17 Il est vrai que ces faveurs doivent aider immensément à rehausser la perfection des vertus ; mais celui qui les a gagnées au prix de son travail acquiert beaucoup plus de mérites. Je connais une personne à qui le Seigneur avait fait quelques-unes de ces faveurs, j'en connais même deux (l'une était un homme) ; elles étaient si désireuses de servir Sa Majesté à leurs dépens, sans ces grands régals, et si avides de souffrir qu'elles se plaignaient à Notre Seigneur qui les leur accordait, et si elles l'avaient pu, elles les auraient refusées. Je précise qu'elles auraient refusé les régals que le Seigneur donne dans la contemplation, mais pas ces visions, dont elles estimaient enfin les grands avantages.

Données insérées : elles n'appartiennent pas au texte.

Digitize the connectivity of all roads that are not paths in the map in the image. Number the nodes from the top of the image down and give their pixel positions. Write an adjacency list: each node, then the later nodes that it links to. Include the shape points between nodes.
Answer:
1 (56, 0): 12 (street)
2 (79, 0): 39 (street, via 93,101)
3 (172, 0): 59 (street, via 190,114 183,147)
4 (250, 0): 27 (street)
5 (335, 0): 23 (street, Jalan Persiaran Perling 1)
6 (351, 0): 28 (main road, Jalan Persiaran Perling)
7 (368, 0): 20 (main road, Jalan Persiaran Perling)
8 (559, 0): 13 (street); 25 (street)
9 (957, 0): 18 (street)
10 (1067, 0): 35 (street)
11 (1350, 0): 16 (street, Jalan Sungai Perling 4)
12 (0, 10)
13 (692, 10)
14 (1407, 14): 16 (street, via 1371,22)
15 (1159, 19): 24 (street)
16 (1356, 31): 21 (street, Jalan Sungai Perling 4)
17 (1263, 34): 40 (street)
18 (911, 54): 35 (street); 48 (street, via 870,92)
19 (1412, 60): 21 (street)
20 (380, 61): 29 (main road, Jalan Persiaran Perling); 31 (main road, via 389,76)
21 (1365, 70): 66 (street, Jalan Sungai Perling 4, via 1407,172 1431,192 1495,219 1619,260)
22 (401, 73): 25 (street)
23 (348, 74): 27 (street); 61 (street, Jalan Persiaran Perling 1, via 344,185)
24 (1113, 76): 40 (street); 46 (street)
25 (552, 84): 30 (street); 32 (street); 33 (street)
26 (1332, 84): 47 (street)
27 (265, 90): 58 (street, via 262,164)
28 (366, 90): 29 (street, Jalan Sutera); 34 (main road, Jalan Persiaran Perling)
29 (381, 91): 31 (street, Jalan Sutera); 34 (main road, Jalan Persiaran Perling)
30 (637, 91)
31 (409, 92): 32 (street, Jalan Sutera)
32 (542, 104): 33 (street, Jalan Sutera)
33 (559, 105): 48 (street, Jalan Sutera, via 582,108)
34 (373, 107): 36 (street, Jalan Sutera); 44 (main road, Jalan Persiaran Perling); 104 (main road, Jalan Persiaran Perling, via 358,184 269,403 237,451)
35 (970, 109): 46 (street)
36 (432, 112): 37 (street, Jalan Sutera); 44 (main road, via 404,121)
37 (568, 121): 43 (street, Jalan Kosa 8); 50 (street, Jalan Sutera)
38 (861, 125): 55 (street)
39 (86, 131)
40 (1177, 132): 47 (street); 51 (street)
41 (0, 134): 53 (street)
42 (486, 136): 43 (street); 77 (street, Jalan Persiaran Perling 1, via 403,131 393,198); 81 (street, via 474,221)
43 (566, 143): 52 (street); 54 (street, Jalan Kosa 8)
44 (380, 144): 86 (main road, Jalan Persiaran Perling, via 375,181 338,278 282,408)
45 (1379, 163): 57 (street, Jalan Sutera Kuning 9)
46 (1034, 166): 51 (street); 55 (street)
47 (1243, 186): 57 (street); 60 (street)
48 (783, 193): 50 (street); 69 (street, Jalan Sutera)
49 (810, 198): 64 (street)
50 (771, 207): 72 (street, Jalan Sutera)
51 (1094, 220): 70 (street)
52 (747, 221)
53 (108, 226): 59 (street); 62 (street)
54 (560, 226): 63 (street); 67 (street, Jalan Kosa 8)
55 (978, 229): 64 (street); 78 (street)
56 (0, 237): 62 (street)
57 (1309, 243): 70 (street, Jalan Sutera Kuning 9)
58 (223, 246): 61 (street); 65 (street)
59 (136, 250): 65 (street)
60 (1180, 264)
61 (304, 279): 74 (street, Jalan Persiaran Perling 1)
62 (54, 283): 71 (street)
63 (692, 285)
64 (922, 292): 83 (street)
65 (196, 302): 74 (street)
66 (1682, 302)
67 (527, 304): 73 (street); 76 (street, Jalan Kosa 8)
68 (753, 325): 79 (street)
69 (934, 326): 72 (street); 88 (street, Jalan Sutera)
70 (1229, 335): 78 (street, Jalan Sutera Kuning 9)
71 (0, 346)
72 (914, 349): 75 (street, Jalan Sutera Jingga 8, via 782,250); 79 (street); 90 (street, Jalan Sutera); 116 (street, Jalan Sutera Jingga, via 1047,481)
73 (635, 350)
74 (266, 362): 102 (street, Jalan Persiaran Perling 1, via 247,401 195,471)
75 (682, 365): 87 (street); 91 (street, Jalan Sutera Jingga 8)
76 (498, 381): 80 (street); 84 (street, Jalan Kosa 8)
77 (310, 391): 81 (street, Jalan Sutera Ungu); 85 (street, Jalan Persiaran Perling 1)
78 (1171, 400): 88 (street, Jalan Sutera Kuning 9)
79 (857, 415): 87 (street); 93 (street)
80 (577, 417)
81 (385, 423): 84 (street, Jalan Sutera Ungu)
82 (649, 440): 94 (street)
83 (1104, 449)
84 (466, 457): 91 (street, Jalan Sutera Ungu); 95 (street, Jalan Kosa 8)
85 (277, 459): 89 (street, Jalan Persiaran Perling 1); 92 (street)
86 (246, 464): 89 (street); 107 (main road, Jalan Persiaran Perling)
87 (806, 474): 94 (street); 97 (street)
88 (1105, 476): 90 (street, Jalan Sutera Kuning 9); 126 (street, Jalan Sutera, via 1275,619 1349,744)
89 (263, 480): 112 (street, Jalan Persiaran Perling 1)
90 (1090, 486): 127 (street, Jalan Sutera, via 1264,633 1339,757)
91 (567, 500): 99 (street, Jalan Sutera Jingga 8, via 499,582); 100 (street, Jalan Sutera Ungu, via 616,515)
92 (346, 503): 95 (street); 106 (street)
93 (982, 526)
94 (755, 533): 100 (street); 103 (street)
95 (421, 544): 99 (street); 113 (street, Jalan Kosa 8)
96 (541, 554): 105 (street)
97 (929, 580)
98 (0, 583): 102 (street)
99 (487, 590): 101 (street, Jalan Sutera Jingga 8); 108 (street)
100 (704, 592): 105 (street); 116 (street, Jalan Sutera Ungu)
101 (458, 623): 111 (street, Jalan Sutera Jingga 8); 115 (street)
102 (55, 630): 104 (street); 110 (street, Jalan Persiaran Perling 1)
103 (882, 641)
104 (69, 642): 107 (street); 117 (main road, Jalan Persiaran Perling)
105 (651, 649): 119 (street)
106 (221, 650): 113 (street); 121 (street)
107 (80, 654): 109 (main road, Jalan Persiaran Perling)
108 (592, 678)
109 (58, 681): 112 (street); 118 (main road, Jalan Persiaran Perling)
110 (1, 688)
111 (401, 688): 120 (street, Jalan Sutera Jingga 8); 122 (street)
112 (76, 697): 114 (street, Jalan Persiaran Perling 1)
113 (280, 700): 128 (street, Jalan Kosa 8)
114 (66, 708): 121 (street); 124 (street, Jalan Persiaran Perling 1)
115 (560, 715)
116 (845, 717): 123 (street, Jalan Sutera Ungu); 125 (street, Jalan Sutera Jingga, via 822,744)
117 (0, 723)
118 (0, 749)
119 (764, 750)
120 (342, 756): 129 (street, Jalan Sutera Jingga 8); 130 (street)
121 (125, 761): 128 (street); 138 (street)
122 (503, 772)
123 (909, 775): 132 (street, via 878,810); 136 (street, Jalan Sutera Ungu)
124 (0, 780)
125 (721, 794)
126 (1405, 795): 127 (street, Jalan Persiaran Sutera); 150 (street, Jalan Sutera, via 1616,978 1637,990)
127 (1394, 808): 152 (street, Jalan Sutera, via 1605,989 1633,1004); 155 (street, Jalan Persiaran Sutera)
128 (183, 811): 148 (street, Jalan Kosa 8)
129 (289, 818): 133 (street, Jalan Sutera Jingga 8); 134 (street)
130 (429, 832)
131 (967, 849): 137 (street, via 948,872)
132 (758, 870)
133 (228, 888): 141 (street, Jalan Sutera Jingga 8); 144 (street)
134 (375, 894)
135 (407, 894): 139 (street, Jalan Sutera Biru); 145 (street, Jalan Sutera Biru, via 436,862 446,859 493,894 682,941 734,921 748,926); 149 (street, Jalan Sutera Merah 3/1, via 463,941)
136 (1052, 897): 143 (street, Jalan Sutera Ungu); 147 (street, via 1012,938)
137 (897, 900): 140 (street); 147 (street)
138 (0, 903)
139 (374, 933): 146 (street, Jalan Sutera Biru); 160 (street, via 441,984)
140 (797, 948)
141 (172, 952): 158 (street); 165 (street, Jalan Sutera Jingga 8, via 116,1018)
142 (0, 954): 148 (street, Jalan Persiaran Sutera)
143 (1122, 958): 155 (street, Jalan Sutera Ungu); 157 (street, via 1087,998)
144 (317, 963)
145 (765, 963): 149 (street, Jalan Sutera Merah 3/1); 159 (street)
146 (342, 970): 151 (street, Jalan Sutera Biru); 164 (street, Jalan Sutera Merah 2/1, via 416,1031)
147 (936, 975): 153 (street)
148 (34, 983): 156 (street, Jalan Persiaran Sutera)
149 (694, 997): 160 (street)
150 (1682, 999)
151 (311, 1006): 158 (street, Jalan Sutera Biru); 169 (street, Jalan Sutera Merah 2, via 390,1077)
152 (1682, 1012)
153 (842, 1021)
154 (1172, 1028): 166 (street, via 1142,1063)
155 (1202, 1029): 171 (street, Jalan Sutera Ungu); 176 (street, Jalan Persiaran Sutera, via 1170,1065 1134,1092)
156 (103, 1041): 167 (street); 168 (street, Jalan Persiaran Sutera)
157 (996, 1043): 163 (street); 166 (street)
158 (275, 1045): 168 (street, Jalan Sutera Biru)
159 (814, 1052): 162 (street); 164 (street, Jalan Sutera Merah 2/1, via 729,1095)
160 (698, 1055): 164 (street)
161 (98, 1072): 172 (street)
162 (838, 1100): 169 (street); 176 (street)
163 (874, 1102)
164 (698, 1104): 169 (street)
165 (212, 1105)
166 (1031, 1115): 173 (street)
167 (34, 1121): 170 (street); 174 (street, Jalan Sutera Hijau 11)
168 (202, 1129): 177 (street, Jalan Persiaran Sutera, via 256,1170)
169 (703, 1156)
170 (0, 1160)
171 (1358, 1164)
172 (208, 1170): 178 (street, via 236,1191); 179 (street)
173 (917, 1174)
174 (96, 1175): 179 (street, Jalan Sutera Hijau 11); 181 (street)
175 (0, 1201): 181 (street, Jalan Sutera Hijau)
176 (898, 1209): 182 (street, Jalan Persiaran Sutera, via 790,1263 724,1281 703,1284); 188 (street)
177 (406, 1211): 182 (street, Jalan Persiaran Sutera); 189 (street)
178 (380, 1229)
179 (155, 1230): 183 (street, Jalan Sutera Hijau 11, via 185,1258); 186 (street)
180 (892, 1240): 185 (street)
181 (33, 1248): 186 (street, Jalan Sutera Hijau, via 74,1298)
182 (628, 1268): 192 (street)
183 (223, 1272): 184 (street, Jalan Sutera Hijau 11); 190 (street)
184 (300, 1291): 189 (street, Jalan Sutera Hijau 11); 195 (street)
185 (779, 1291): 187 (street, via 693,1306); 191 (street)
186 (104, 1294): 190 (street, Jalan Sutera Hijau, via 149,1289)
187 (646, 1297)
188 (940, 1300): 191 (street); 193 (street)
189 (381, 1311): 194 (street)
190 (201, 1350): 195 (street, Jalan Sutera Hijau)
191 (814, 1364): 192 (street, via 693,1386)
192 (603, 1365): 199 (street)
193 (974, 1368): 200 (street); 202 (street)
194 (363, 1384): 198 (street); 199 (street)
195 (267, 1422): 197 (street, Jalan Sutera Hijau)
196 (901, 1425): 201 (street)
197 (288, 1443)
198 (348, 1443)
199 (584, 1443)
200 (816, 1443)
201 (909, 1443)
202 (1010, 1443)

18 Ces désirs, il est vrai, aussi, sont surnaturels, me semble-t-il, et le fait d'âmes trés amoureuses, qui voudraient que le Seigneur voie qu'elles ne le servent pas pour la solde ; et comme je l'ai dit, jamais elles ne songent qu'elles doivent recevoir le ciel en échange de quoi que ce soit, ce n'est pas dans ce but qu'elles s'efforcent de mieux servir, mais pour satisfaire l'amour, dont la nature est d'agir toujours de mille manières. Si elles le pouvaient, elles chercherait à inventer comment y consumer leur âme ; et s'il leur fallait s'anéantir à jamais pour le plus grand honneur de Dieu, elles le feraient de bon coeur. Qu'il soit loué à jamais, amen, Lui, qui en s'abaissant pour communiquer avec de si misérables créatures, veut montrer sa grandeur.